# Gelman speaks on lies, damned lies, and statistics

This week, the Department of Mathematics and Statistics welcomed Andrew Gelman of Columbia University as this year’s Arnold Dresden Lecture Series speaker. The Lecture Series invites its participants to give two lectures over the course of two days, so that one is accessible to a general audience and the other can be more specialized for primarily math majors. Before a full house on Monday and Tuesday, Gelman gave an engaging, occasionally sarcastic, and often amusing talk on the application of mathematical and statistical models in the social sciences.

A graduate of MIT and later Harvard, Gelman was by name a mathematician (i.e., such was his major, along with physics). However, as he said in an interview, he “wasn’t so interested in pure math, and looked for ways to do math within the social sciences.” Now at Columbia, he teaches statistics as a member of both the statistics and political science departments.

The general-audience talk on Monday was entitled “Mathematical versus Statistical Models in Social Science” and aptly consisted of many examples of such, and reasons as to why they may not always accurately predict real-life situations. Gelman first offered the concept of political representation, and questioned what it meant to be “represented.” He gave possible criteria of representation, namely, having one’s vote matter, whether or not one’s political views were represented, and whether or not one’s representatives resembled one’s own demographics, as well as ways to measure or model them.

In light of this last point, Gelman had a story: “Someone once said to me, ‘If only we had more economists in Congress, they wouldn’t be so stupid.’ Well, I looked it up and there are two economists in Congress but there is a much smaller proportion of the population that consists of economists–it’s something like one-tenth of one percent–so, there are too many economists already.”

Gelman went on to present a research problem, that of unequal representation. As it stands now, small states are over-represented and get too large a share of federal funding. California, on the other hand, should get forty-two senators.

Another prominent example of the use of models in social sciences was trench warfare and the prisoner’s dilemma. Essentially, what it boils down to is that if two opponents are in a stand-off, the worst scenario for them is if both of them shoot, so they should not shoot. However, the stable situation is indeed if they both shoot, so they will. Gelman refuted this interpretation of the problem by pointing out that there is no real payoff to shoot because the action poses a risk regardless of what the opponent does. Therefore not shooting is the real stable situation, which commanders manipulate in order to force soldiers into combat.

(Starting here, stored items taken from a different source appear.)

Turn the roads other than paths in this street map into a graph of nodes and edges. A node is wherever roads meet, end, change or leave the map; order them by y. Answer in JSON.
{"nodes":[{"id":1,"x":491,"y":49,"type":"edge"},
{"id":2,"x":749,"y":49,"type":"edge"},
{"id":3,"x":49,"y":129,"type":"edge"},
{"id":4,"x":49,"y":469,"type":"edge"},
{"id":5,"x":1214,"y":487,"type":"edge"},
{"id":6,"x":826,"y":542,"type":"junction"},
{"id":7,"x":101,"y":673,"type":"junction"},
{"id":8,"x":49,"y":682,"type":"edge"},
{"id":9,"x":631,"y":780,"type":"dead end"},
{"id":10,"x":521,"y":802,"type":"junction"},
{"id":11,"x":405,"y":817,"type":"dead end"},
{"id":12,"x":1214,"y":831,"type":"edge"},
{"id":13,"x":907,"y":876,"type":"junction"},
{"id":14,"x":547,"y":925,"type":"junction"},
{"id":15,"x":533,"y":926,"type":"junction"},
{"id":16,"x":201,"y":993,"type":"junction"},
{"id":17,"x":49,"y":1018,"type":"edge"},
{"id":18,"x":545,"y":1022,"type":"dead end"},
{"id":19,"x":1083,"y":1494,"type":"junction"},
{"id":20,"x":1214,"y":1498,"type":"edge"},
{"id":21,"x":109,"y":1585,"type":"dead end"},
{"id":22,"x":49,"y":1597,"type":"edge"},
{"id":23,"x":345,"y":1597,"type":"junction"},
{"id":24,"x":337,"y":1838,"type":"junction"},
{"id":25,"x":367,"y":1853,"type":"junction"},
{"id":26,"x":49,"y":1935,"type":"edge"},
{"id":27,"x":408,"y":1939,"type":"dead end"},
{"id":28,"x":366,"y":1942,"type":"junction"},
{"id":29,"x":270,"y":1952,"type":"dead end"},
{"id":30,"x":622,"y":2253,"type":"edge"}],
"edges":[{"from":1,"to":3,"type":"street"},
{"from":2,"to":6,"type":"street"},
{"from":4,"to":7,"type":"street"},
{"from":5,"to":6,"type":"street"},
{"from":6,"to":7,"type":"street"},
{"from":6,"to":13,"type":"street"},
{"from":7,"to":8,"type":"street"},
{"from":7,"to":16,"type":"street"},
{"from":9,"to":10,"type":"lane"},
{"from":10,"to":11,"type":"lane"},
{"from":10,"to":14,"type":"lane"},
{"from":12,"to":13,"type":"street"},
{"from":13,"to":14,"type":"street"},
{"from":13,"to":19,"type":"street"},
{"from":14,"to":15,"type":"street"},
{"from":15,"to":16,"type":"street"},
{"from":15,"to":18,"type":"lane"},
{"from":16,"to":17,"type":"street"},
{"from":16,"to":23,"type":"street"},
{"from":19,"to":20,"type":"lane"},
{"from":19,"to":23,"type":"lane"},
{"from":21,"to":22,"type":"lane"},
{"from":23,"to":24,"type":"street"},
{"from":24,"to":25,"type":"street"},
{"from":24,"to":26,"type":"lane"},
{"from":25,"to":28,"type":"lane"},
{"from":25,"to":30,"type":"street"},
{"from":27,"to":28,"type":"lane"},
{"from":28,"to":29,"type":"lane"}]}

Gelman also examined voting, a subject that carried over into his Tuesday lecture, when he spoke on “Coalitions, Voting Power, and Political Instability.” Coalitions basically are formed in order to increase one’s voting power, that is, how decisive one’s vote is in an election. The kicker is that if it occurs to everyone to join a coalition, then everyone is worse off than before in terms of voting power.

Some examples of coalition sizes that optimize voting power that Gelman gave included one of four in an electorate of ten, and one of fourteen in an electorate of one-hundred. However, the conjecture is that coalition-forming becomes unstable for coalitions larger than three members.

As interesting as voting power models may be, fitting them into real-life data remains an open problem. Such models predict sometimes quite erroneous situations. One in particular claims that larger states are endowed with higher voting power, a statement with which Gelman has grievances.

“I don’t agree…this actually made me hate mathematical models in social sciences,” remarked Gelman.

A more realistic model, said Gelman, would show that voting power is higher in states where the election was close, not where the population is great.

The bottom line? “Models give insights–but they must be looped back to real data…Models are filling a gap where people may not have thought before, but some people take them too seriously.”